Voici donc un fait mesurable qui ne dépend ni de notre orgueil ni de notre humilité d’Européens, un fait aisément vérifiable et dont les données objectives se lisent sur nos mappemondes et cartes économiques, en attendant d’être photographiées par quelque satellite artificiel :

L’Europe est bel et bien le centre du monde humain, le lieu géométrique, le carrefour naturel des grandes voies de communication maritimes et surtout aériennes qui ont permis au genre humain de vérifier son unité concrète, et d’en prendre une conscience utile, opérative.

Au cœur de l’hémisphère privilégié apparaît donc clairement, comme en graphique, la fonction mondiale de l’Europe. Et voilà qui est déterminant, pour qui suppute les chances futures de l’Occident et de l’esprit européen, constater que l’Europe actuelle, amputée des plaines russes, tiendrait près de neuf fois dans l’Asie, et six fois dans l’Afrique. En revanche, ce plus petit continent est le plus complexe de tous : le plus profondément découpé par les mers et le plus richement cloisonné par des plis montagneux de moyenne altitude et des fleuves aisément traversables. En proportion de sa surface, n’oublions pas que l’Europe a les plus longues côtes (7 000 km de plus que l’Afrique), les ports les plus nombreux, le plus riche réseau de voies d’eau (fleuves et canaux), la plus grande densité de villes et de villages, et le peuplement le plus égal : c’est le seul continent qui n’ait point de déserts.

Plaines conquises sur la mer, fleuves aux méandres simplifiés par des canaux, tunnels routiers et ferroviaires, innombrables ponts et chaussées, travail infini des campagnes. Regardez à la loupe cette photo d’une région qui peut être allemande, française, luxembourgeoise, belge ou suisse : vous y distinguez des villages, des petites villes et des fermes isolées, des châteaux et des usines, des routes, des voies ferrées et des canaux, des forêts et des champs quadrillés — partout les traces de l’homme et du travail humain, et nulle part aussi concentrées.

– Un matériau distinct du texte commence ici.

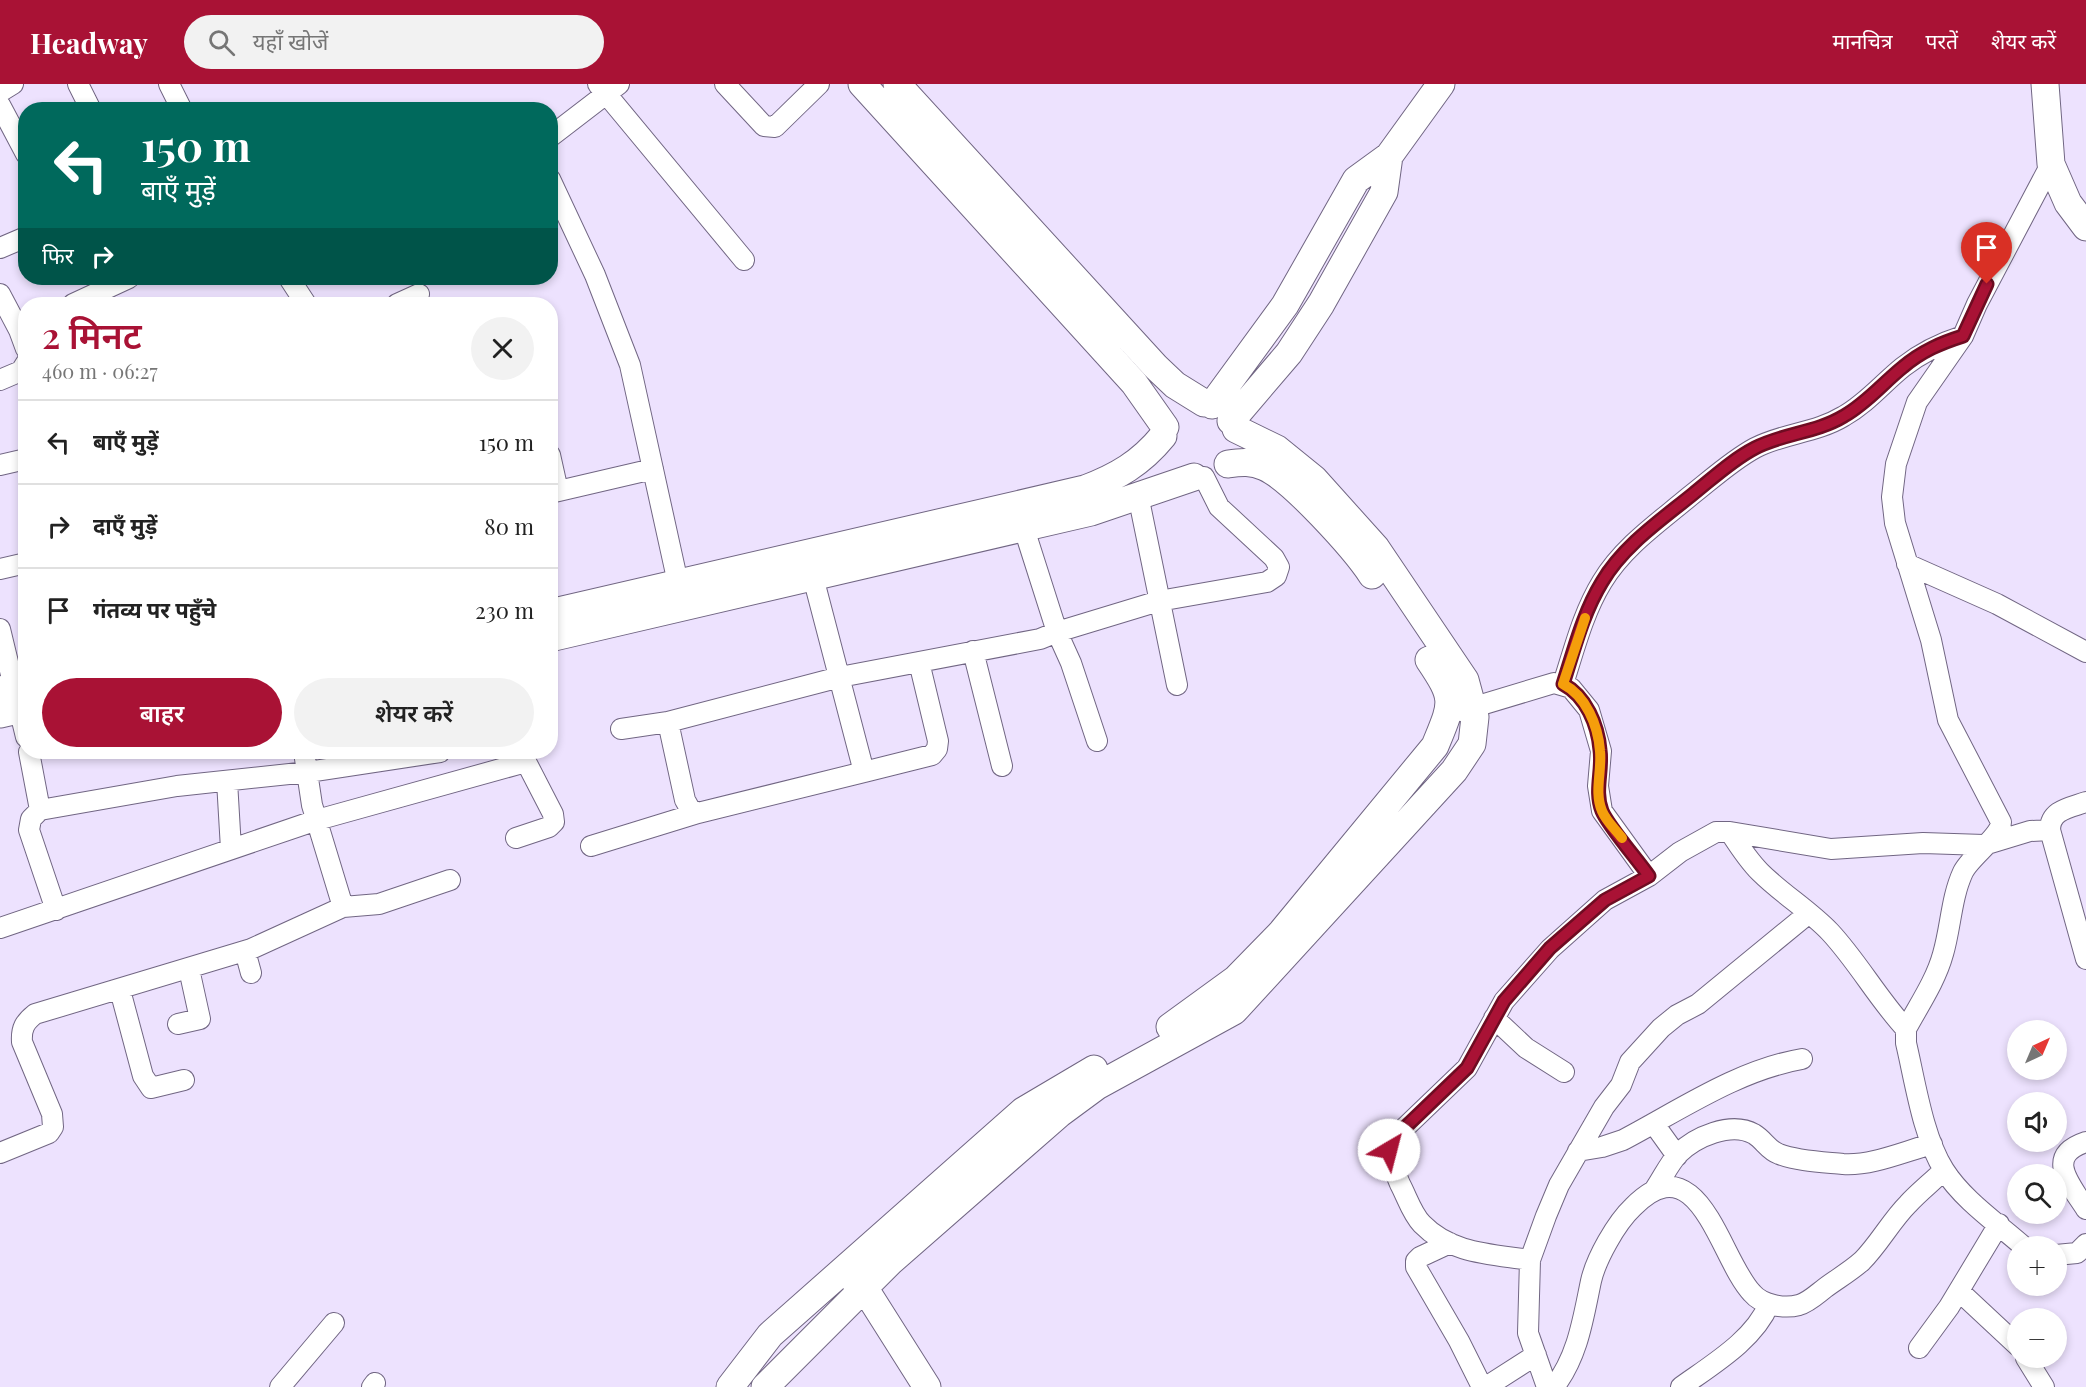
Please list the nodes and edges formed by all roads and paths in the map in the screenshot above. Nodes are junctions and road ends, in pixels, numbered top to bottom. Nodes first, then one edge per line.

Anciens villages et villes d’Europe, vous n’en trouverez pas deux dont les plans soient superposables. S’ils se ressemblent, c’est par leur complication ou par leur manière d’être différents : première formule de l’unité paradoxale qui permettra de définir l’Europe. Une unité non point faite d’uniformité, mais au contraire de variété des formes, de complexité des structures. En Amérique, les villages naissent comme au hasard, le long des routes frayées par les pionniers : ils ne sont guère enracinés, ils sont en marche. Ces maisons boisées, espacées, bordant une route, on dirait les wagons couverts des pionniers arrêtés un soir, à l’étape, et qui auraient décidé d’en rester là. En Asie, les maisons s’assemblent en essaims. En Afrique, les huttes se groupent en rond dans les clairières ou s’égrènent le long de la berge d’un fleuve.

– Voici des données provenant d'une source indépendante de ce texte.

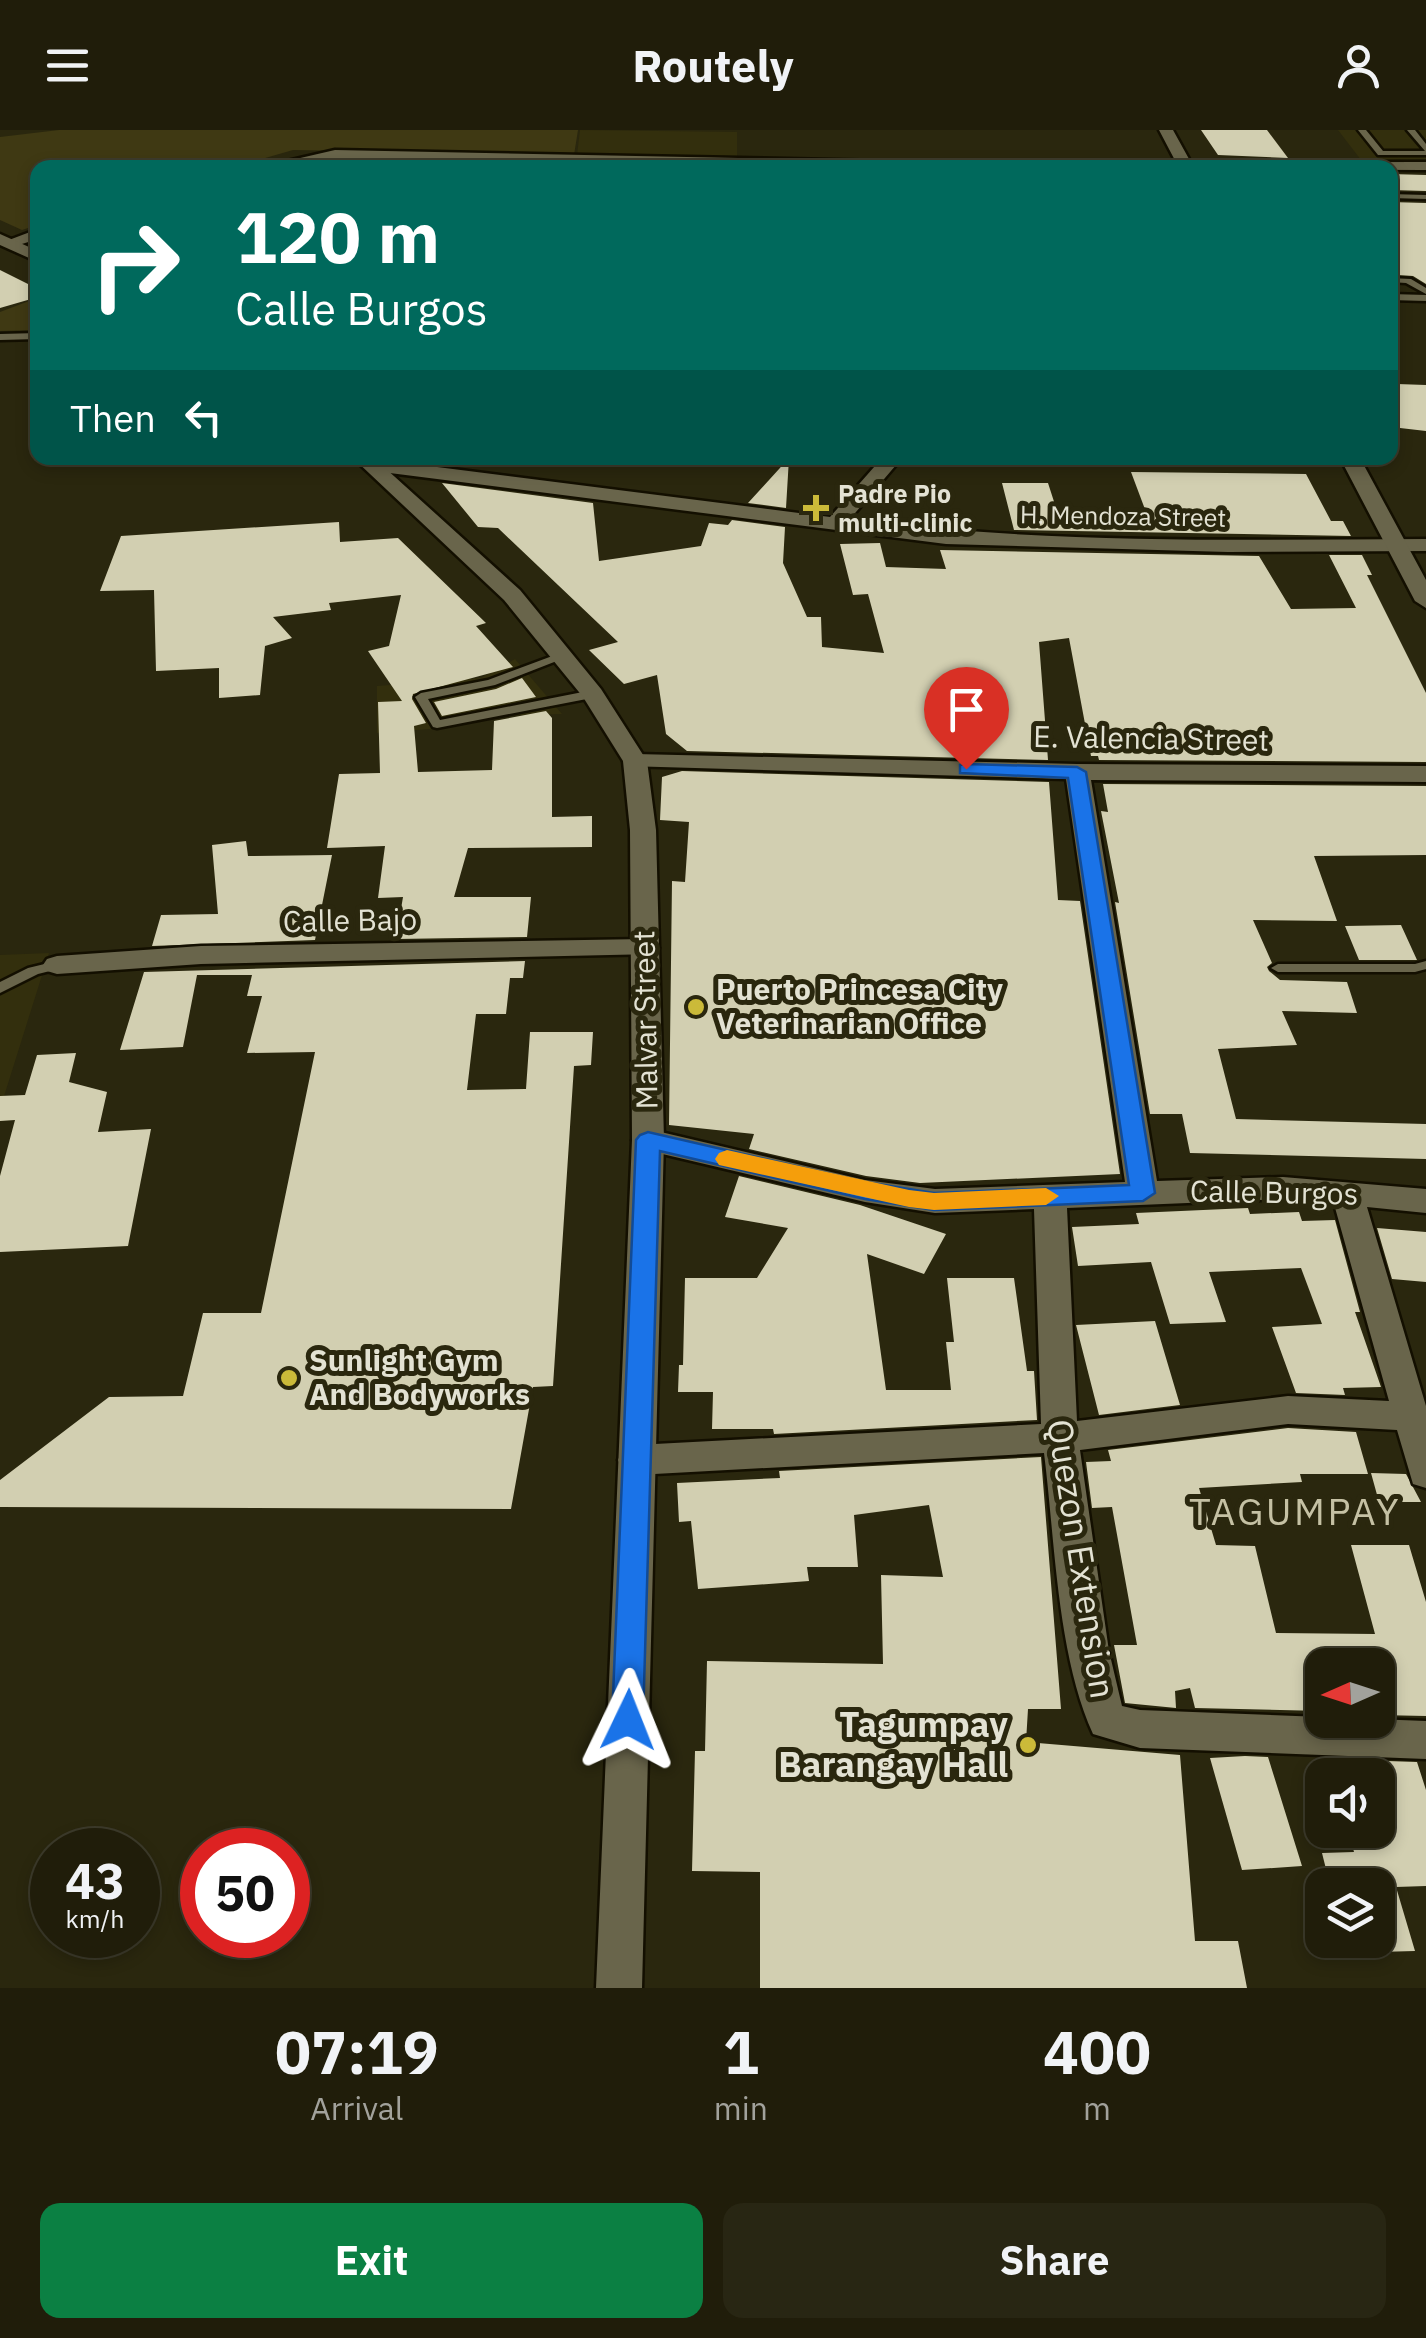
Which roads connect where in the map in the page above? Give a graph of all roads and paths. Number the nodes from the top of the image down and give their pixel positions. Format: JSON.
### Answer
{"nodes":[{"id":1,"x":1166,"y":130,"type":"edge"},
{"id":2,"x":1362,"y":130,"type":"edge"},
{"id":3,"x":1410,"y":130,"type":"edge"},
{"id":4,"x":1426,"y":151,"type":"edge"},
{"id":5,"x":1381,"y":153,"type":"junction"},
{"id":6,"x":341,"y":154,"type":"junction"},
{"id":7,"x":296,"y":160,"type":"edge"},
{"id":8,"x":336,"y":160,"type":"edge"},
{"id":9,"x":637,"y":160,"type":"edge"},
{"id":10,"x":1183,"y":160,"type":"edge"},
{"id":11,"x":1389,"y":160,"type":"edge"},
{"id":12,"x":1398,"y":166,"type":"edge"},
{"id":13,"x":1426,"y":166,"type":"edge"},
{"id":14,"x":1398,"y":196,"type":"edge"},
{"id":15,"x":1426,"y":197,"type":"edge"},
{"id":16,"x":30,"y":236,"type":"edge"},
{"id":17,"x":3,"y":242,"type":"edge"},
{"id":18,"x":30,"y":254,"type":"edge"},
{"id":19,"x":1398,"y":280,"type":"edge"},
{"id":20,"x":1408,"y":281,"type":"junction"},
{"id":21,"x":1426,"y":281,"type":"edge"},
{"id":22,"x":1426,"y":294,"type":"edge"},
{"id":23,"x":1398,"y":296,"type":"edge"},
{"id":24,"x":0,"y":336,"type":"edge"},
{"id":25,"x":30,"y":337,"type":"edge"},
{"id":26,"x":373,"y":465,"type":"edge"},
{"id":27,"x":398,"y":465,"type":"edge"},
{"id":28,"x":886,"y":465,"type":"edge"},
{"id":29,"x":1354,"y":465,"type":"edge"},
{"id":30,"x":833,"y":526,"type":"junction"},
{"id":31,"x":1396,"y":545,"type":"junction"},
{"id":32,"x":1426,"y":546,"type":"edge"},
{"id":33,"x":1426,"y":601,"type":"edge"},
{"id":34,"x":563,"y":654,"type":"junction"},
{"id":35,"x":593,"y":694,"type":"junction"},
{"id":36,"x":634,"y":761,"type":"junction"},
{"id":37,"x":1077,"y":772,"type":"junction"},
{"id":38,"x":1426,"y":774,"type":"edge"},
{"id":39,"x":645,"y":948,"type":"junction"},
{"id":40,"x":1426,"y":964,"type":"edge"},
{"id":41,"x":56,"y":965,"type":"joint"},
{"id":42,"x":1278,"y":968,"type":"dead end"},
{"id":43,"x":0,"y":988,"type":"edge"},
{"id":44,"x":648,"y":1140,"type":"junction"},
{"id":45,"x":1143,"y":1193,"type":"junction"},
{"id":46,"x":1347,"y":1193,"type":"junction"},
{"id":47,"x":1050,"y":1196,"type":"junction"},
{"id":48,"x":1426,"y":1201,"type":"edge"},
{"id":49,"x":1412,"y":1416,"type":"junction"},
{"id":50,"x":1060,"y":1438,"type":"junction"},
{"id":51,"x":636,"y":1460,"type":"junction"},
{"id":52,"x":1426,"y":1473,"type":"edge"},
{"id":53,"x":1426,"y":1740,"type":"edge"},
{"id":54,"x":619,"y":1988,"type":"edge"}],
"edges":[{"from":1,"to":10,"type":"street"},
{"from":2,"to":5,"type":"lane"},
{"from":3,"to":4,"type":"lane"},
{"from":4,"to":5,"type":"lane"},
{"from":5,"to":11,"type":"lane"},
{"from":6,"to":7,"type":"street"},
{"from":6,"to":8,"type":"lane"},
{"from":6,"to":9,"type":"street"},
{"from":12,"to":13,"type":"street"},
{"from":14,"to":15,"type":"lane"},
{"from":16,"to":17,"type":"street"},
{"from":17,"to":18,"type":"street"},
{"from":19,"to":20,"type":"lane"},
{"from":20,"to":21,"type":"lane"},
{"from":20,"to":22,"type":"lane"},
{"from":22,"to":23,"type":"lane"},
{"from":24,"to":25,"type":"lane"},
{"from":26,"to":34,"type":"street","name":"Malvar Street"},
{"from":27,"to":30,"type":"street","name":"H. Mendoza Street"},
{"from":28,"to":30,"type":"street"},
{"from":29,"to":31,"type":"street"},
{"from":30,"to":31,"type":"street","name":"H. Mendoza Street"},
{"from":31,"to":32,"type":"street","name":"H. Mendoza Street"},
{"from":31,"to":33,"type":"street"},
{"from":34,"to":35,"type":"street","name":"Malvar Street"},
{"from":34,"to":35,"type":"lane"},
{"from":35,"to":36,"type":"street","name":"Malvar Street"},
{"from":36,"to":37,"type":"street","name":"E. Valencia Street"},
{"from":36,"to":39,"type":"street","name":"Malvar Street"},
{"from":37,"to":38,"type":"street","name":"E. Valencia Street"},
{"from":37,"to":45,"type":"street"},
{"from":39,"to":41,"type":"street","name":"Calle Bajo"},
{"from":39,"to":44,"type":"street","name":"Malvar Street"},
{"from":40,"to":42,"type":"lane"},
{"from":41,"to":43,"type":"lane"},
{"from":44,"to":47,"type":"street","name":"Calle Burgos"},
{"from":44,"to":51,"type":"street","name":"Malvar Street"},
{"from":45,"to":46,"type":"street","name":"Calle Burgos"},
{"from":45,"to":47,"type":"street","name":"Calle Burgos"},
{"from":46,"to":48,"type":"street","name":"Calle Burgos"},
{"from":46,"to":49,"type":"street"},
{"from":47,"to":50,"type":"street","name":"Quezon Extension"},
{"from":49,"to":50,"type":"street"},
{"from":49,"to":52,"type":"street"},
{"from":50,"to":51,"type":"street"},
{"from":50,"to":53,"type":"street","name":"Quezon Extension"},
{"from":51,"to":54,"type":"street","name":"Malvar Street"}]}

L’Europe seule présente un réseau de communautés bien ancrées, bien nettement individuelles et pourtant richement reliées et régionalement fédérées.

Et voici que tout se résume en un coup d’œil. Car autour de la place d’un simple village d’Europe vous trouvez l’église et la mairie, souvent l’école et les cafés, et le marché et la circulation. À partir de cette place, banale et donc typique, un savant débarqué de Mars ou de Vénus pourrait reconstituer sans trop d’erreurs les structures essentielles de notre civilisation.

Un service religieux, une séance du conseil municipal, une heure de classe, les discussions autour d’une table de bistrot ou d’un étalage de marché lui permettraient de trouver quelques-uns des secrets (pour nous trop évidents) du dynamisme européen. C’est-à-dire : la communauté spirituelle, le règne de la loi, le respect général et tacite des institutions, l’éducation publique, l’échange des opinions individuelles (de préférence contradictoires et subversives) et l’échange des produits du travail — toute une vitalité librement ordonnée, faite de tensions multiples, entrecroisées.

Esquissons ce portrait de l’Europe telle que chacun de nous peut la voir, ce portrait composé non point à partir de définitions et d’analyses intellectuelles de principes et de doctrines — dont il serait toujours facile de dire qu’elles n’ont guère été mises en pratique et qu’il s’agit d’une Europe idéale, qu’on refuse de reconnaître, qui est celle des autres, de l’autre école ou de l’autre parti — mais à partir des réalités visibles et tangibles, qui sont le cadre de nos vies. Europe présentée non point par sa philosophie mais bien par sa morphologie. La tentative est assez nouvelle, et ne nous dissimulons pas ses risques, mais il se peut qu’elle donne quelques idées fécondes à de jeunes sociologues qui la pousseraient plus loin, et qu’elle suggère une méthode inédite d’un enseignement de notre vie civique, basée sur la photo et sur le film, et permettant beaucoup de comparaisons révélatrices avec la réalité des autres continents. Essayons donc de reconstruire l’Europe en partant de la place communale.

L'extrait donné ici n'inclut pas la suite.